Top of TASK MATERIAL

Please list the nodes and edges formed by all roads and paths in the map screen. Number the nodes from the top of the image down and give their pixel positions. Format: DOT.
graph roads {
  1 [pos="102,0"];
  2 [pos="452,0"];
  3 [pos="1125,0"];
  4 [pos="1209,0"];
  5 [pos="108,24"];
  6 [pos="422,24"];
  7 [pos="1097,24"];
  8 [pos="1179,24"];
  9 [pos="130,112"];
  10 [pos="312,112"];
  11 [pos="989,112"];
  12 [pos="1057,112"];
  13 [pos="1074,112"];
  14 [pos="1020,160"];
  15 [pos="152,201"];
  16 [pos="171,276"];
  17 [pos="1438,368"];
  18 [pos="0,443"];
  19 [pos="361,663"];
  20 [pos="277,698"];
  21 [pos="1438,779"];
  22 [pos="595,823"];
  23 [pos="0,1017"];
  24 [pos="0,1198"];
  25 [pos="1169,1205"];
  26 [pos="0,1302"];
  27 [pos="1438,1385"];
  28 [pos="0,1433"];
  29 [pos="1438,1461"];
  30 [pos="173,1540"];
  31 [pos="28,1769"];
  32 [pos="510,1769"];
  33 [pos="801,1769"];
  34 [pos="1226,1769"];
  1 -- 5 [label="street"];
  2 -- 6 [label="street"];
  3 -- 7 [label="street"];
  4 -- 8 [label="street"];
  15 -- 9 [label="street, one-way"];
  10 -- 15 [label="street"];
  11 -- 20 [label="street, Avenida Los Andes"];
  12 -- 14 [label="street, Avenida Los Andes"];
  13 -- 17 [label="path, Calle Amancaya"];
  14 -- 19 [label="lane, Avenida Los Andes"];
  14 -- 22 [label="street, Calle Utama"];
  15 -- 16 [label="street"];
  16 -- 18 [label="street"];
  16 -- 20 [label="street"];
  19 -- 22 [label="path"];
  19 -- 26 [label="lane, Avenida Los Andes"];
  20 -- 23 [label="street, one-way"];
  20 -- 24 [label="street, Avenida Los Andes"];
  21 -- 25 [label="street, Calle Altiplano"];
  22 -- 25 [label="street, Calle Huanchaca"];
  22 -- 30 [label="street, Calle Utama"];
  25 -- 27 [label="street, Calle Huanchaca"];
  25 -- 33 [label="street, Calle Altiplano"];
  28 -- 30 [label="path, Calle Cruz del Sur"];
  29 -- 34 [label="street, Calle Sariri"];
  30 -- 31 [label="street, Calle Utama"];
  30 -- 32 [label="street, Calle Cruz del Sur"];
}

Bottom of TASK MATERIAL

Retype each record, matching it exactly.

-- YOUR RESPONSE --
Please list the nodes and edges formed by all roads and paths in the map screen. Number the nodes from the top of the image down and give their pixel positions. Format: DOT.
graph roads {
  1 [pos="102,0"];
  2 [pos="452,0"];
  3 [pos="1125,0"];
  4 [pos="1209,0"];
  5 [pos="108,24"];
  6 [pos="422,24"];
  7 [pos="1097,24"];
  8 [pos="1179,24"];
  9 [pos="130,112"];
  10 [pos="312,112"];
  11 [pos="989,112"];
  12 [pos="1057,112"];
  13 [pos="1074,112"];
  14 [pos="1020,160"];
  15 [pos="152,201"];
  16 [pos="171,276"];
  17 [pos="1438,368"];
  18 [pos="0,443"];
  19 [pos="361,663"];
  20 [pos="277,698"];
  21 [pos="1438,779"];
  22 [pos="595,823"];
  23 [pos="0,1017"];
  24 [pos="0,1198"];
  25 [pos="1169,1205"];
  26 [pos="0,1302"];
  27 [pos="1438,1385"];
  28 [pos="0,1433"];
  29 [pos="1438,1461"];
  30 [pos="173,1540"];
  31 [pos="28,1769"];
  32 [pos="510,1769"];
  33 [pos="801,1769"];
  34 [pos="1226,1769"];
  1 -- 5 [label="street"];
  2 -- 6 [label="street"];
  3 -- 7 [label="street"];
  4 -- 8 [label="street"];
  15 -- 9 [label="street, one-way"];
  10 -- 15 [label="street"];
  11 -- 20 [label="street, Avenida Los Andes"];
  12 -- 14 [label="street, Avenida Los Andes"];
  13 -- 17 [label="path, Calle Amancaya"];
  14 -- 19 [label="lane, Avenida Los Andes"];
  14 -- 22 [label="street, Calle Utama"];
  15 -- 16 [label="street"];
  16 -- 18 [label="street"];
  16 -- 20 [label="street"];
  19 -- 22 [label="path"];
  19 -- 26 [label="lane, Avenida Los Andes"];
  20 -- 23 [label="street, one-way"];
  20 -- 24 [label="street, Avenida Los Andes"];
  21 -- 25 [label="street, Calle Altiplano"];
  22 -- 25 [label="street, Calle Huanchaca"];
  22 -- 30 [label="street, Calle Utama"];
  25 -- 27 [label="street, Calle Huanchaca"];
  25 -- 33 [label="street, Calle Altiplano"];
  28 -- 30 [label="path, Calle Cruz del Sur"];
  29 -- 34 [label="street, Calle Sariri"];
  30 -- 31 [label="street, Calle Utama"];
  30 -- 32 [label="street, Calle Cruz del Sur"];
}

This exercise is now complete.